## [Data to use]
● ● ●
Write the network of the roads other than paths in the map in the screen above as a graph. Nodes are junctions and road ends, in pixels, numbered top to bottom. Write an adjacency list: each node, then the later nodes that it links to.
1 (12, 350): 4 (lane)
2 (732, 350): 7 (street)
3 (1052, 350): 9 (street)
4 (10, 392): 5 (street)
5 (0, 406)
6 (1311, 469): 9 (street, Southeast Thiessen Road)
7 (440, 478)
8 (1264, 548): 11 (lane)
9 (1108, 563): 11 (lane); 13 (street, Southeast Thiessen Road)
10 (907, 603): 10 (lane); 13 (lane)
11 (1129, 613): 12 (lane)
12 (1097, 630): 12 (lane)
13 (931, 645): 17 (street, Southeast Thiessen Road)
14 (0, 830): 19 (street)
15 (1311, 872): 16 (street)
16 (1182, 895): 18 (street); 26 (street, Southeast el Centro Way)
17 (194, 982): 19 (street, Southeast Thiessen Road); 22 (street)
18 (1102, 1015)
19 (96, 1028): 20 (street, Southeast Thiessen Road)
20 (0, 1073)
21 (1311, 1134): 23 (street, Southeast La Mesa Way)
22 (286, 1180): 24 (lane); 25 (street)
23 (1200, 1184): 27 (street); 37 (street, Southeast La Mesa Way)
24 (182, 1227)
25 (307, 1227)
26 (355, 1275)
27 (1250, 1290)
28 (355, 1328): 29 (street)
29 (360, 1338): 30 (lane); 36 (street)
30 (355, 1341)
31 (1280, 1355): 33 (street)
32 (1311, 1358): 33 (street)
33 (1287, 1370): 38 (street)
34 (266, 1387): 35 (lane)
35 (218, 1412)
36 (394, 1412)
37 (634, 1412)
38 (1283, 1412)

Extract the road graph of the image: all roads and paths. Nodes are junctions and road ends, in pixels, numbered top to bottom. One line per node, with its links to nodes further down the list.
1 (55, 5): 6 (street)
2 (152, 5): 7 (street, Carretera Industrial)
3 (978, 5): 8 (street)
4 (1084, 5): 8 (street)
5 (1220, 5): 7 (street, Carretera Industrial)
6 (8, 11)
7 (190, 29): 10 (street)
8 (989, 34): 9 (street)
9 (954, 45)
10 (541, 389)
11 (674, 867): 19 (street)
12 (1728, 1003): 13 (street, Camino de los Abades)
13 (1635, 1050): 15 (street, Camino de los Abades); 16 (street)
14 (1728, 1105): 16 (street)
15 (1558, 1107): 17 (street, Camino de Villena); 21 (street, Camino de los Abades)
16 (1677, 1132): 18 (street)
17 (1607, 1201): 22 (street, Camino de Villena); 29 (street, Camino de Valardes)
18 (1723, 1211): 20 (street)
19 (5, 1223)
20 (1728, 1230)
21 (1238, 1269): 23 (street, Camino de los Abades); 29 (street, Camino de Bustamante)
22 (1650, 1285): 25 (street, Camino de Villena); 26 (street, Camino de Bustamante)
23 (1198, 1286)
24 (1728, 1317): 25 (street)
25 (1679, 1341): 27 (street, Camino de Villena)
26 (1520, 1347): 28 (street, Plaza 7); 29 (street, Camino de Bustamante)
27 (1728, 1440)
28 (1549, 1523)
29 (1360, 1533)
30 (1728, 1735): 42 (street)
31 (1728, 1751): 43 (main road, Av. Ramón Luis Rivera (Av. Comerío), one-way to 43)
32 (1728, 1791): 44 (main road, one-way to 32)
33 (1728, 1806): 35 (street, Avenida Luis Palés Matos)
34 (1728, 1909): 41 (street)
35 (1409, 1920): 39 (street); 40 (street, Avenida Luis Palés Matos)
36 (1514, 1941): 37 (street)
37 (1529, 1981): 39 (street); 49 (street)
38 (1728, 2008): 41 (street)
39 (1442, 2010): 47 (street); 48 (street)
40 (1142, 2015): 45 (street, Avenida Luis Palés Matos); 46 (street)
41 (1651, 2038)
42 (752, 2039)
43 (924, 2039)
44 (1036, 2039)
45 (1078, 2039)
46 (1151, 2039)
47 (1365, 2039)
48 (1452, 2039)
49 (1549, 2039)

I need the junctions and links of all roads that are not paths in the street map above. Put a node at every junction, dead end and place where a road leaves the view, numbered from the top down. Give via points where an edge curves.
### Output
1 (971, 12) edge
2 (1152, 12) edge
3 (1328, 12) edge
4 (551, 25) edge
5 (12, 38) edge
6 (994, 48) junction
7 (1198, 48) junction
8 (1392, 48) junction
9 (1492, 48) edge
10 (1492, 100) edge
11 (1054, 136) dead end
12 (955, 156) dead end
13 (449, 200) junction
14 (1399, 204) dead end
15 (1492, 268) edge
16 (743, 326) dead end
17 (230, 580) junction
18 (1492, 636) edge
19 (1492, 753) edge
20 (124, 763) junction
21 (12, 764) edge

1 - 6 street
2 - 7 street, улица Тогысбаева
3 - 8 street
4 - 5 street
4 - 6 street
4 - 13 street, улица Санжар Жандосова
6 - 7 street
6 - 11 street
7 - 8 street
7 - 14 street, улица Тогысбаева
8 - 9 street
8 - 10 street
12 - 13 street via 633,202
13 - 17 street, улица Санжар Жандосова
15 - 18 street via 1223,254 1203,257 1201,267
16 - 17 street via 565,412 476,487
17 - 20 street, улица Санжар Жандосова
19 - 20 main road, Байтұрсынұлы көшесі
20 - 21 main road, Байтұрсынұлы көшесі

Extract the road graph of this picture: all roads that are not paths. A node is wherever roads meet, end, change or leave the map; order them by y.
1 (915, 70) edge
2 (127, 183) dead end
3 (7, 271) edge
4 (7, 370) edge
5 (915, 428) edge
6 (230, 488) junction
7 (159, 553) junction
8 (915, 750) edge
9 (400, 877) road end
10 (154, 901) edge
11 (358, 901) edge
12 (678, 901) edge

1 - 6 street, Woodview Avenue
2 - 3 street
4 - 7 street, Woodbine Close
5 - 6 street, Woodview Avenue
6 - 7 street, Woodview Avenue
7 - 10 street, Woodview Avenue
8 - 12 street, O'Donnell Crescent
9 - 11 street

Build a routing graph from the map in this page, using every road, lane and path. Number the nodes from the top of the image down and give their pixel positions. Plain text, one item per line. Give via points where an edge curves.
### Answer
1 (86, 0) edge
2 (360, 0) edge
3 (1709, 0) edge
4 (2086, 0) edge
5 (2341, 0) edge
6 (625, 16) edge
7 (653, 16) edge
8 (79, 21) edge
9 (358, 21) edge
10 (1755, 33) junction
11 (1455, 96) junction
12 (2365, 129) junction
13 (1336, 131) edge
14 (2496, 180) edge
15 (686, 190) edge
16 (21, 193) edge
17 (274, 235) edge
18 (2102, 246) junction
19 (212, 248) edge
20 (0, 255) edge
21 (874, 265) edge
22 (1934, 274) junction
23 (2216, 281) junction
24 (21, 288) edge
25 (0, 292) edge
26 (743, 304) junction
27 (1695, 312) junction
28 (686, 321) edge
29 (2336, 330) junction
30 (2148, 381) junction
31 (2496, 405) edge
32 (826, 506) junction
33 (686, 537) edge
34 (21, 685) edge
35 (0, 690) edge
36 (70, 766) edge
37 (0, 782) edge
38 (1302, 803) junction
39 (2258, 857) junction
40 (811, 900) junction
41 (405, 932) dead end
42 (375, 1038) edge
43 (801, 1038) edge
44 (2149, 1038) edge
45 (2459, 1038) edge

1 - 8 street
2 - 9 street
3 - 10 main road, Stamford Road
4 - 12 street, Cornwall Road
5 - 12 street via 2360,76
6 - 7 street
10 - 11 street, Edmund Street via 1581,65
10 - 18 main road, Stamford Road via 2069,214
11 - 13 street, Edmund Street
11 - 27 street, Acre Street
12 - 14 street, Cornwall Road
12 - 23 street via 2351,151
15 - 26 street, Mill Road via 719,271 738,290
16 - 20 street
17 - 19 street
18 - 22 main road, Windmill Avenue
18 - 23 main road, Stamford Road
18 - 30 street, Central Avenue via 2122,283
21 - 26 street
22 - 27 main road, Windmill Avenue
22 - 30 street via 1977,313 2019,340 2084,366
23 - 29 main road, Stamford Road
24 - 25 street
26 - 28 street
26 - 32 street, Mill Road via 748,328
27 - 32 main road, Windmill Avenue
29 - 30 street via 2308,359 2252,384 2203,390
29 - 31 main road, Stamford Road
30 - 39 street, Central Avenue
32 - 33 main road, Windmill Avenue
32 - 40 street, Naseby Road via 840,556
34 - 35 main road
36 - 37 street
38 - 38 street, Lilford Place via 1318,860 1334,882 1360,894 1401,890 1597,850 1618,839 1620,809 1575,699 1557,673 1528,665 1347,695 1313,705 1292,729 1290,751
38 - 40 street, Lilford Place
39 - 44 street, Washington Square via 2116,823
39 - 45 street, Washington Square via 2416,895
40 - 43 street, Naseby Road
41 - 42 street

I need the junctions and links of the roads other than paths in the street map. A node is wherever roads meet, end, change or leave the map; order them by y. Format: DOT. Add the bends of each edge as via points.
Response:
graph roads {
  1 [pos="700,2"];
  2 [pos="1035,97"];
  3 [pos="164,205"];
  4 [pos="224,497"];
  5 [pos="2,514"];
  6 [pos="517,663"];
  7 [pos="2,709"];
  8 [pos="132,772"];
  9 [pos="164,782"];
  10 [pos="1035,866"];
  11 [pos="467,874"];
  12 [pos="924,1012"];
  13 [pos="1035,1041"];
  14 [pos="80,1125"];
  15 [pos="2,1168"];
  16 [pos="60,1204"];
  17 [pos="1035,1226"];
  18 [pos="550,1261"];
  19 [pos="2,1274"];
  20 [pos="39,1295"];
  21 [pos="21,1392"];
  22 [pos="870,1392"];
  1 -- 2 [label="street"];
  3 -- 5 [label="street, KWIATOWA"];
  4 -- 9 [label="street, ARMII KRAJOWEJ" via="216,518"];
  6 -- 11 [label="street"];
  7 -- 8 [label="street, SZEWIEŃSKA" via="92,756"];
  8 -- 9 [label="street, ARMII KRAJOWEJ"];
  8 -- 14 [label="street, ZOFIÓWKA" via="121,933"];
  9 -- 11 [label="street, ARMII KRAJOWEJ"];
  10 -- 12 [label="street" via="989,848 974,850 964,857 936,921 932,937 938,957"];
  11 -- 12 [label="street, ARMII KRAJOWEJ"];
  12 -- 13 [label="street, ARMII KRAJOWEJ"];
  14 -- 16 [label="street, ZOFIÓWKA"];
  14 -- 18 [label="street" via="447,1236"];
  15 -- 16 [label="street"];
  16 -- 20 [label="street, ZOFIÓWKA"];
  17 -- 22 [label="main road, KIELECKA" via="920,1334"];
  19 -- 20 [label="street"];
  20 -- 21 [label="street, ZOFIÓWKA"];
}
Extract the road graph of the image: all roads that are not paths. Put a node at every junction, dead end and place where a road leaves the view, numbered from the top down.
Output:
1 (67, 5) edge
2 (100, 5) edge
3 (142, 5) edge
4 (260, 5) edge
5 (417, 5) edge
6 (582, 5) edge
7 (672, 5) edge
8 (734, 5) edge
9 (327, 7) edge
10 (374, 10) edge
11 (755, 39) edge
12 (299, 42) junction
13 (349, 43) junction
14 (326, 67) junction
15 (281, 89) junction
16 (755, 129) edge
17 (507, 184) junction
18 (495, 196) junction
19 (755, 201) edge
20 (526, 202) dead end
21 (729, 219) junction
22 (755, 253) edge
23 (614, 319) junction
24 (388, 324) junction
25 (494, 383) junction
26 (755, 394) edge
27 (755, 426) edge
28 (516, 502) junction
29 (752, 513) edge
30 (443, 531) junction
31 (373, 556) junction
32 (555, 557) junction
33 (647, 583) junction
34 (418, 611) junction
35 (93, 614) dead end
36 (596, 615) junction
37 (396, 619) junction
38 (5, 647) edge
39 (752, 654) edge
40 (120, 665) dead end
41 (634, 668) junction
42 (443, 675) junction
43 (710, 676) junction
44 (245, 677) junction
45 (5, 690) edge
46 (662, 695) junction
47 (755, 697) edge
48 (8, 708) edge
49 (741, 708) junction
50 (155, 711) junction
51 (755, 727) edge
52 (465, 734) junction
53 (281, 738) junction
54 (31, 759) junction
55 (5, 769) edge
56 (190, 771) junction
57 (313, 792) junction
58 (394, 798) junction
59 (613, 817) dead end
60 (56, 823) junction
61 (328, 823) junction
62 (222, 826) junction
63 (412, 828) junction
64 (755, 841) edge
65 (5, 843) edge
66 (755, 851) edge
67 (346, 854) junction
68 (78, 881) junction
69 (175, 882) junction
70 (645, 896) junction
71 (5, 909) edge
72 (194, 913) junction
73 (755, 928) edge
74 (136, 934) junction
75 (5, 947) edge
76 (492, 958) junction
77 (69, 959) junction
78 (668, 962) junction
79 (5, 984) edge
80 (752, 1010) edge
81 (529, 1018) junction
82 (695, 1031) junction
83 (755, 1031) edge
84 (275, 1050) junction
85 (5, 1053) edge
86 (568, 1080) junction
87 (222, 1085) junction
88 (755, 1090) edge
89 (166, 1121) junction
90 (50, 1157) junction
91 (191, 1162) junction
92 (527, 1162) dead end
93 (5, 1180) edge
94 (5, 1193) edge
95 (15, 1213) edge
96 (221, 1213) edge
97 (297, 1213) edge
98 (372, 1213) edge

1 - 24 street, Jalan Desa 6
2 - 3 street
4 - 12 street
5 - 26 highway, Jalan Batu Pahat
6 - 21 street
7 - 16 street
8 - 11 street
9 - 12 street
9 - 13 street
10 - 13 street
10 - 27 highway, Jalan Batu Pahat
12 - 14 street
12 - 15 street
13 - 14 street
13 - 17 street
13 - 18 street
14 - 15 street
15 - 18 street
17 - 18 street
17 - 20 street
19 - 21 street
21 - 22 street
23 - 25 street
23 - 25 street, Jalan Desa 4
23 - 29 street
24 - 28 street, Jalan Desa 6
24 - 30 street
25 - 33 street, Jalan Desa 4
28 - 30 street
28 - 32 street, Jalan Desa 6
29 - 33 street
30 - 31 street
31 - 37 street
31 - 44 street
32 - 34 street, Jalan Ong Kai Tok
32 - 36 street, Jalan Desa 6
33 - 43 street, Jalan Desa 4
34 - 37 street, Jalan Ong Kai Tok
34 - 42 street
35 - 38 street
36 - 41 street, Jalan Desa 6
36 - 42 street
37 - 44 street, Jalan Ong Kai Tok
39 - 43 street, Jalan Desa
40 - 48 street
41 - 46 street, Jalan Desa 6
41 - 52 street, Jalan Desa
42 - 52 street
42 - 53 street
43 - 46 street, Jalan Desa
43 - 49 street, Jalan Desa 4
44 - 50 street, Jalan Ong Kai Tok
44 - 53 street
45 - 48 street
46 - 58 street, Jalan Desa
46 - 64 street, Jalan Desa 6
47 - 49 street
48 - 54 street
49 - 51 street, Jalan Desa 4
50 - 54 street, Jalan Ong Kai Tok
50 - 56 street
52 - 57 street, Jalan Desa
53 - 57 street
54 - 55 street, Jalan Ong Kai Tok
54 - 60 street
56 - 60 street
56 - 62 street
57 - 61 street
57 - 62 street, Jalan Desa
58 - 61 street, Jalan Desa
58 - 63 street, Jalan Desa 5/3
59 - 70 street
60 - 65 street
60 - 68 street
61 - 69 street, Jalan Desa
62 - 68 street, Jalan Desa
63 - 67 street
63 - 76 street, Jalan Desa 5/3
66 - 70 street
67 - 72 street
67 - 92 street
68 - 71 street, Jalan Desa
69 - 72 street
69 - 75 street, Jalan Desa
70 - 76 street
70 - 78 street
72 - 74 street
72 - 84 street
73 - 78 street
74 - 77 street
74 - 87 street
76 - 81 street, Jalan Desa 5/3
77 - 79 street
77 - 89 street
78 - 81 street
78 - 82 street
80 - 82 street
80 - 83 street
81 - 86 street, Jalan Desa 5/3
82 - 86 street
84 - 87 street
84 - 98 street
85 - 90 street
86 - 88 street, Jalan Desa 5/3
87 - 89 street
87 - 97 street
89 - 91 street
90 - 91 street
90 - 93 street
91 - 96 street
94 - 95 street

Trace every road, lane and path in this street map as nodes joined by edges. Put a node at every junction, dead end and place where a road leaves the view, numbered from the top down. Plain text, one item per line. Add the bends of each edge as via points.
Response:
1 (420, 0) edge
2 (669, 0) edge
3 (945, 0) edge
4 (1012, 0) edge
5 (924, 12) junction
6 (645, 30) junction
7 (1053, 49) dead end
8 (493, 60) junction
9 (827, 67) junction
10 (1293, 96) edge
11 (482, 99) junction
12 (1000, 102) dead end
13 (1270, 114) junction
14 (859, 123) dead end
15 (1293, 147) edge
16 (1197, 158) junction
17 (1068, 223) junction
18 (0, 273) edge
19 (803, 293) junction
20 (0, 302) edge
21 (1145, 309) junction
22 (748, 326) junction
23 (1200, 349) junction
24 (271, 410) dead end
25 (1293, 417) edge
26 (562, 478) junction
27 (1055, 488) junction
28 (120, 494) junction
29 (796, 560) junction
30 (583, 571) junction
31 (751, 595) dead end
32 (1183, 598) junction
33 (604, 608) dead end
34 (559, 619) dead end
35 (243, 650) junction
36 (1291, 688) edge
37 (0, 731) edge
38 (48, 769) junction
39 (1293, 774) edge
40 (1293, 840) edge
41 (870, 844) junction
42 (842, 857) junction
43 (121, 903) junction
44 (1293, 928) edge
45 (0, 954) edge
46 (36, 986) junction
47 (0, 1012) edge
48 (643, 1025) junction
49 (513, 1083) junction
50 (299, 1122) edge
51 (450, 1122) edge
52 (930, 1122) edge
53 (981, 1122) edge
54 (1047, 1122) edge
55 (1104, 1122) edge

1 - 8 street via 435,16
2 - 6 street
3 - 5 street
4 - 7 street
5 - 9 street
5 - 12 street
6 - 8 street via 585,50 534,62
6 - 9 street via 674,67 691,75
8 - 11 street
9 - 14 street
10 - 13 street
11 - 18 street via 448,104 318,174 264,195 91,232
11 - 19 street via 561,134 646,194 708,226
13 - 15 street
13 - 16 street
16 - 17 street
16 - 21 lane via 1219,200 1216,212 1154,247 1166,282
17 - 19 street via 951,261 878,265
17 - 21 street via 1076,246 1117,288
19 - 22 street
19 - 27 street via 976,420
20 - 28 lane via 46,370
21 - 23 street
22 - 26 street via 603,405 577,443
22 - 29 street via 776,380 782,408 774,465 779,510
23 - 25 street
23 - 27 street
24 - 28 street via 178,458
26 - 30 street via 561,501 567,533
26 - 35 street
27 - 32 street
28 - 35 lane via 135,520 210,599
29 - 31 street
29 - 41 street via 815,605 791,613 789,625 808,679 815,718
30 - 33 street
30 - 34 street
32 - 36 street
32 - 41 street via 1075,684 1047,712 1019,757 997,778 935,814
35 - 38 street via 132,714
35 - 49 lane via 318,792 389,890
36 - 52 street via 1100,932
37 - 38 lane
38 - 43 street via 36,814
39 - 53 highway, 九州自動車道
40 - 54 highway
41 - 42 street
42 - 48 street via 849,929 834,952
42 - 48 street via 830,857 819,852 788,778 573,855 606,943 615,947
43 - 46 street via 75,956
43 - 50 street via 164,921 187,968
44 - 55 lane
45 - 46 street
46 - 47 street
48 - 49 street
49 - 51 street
● ● ●
## [Task objective]
Reply with one number: the count of lines in the entries that include the word "need".

## [Final answer]
2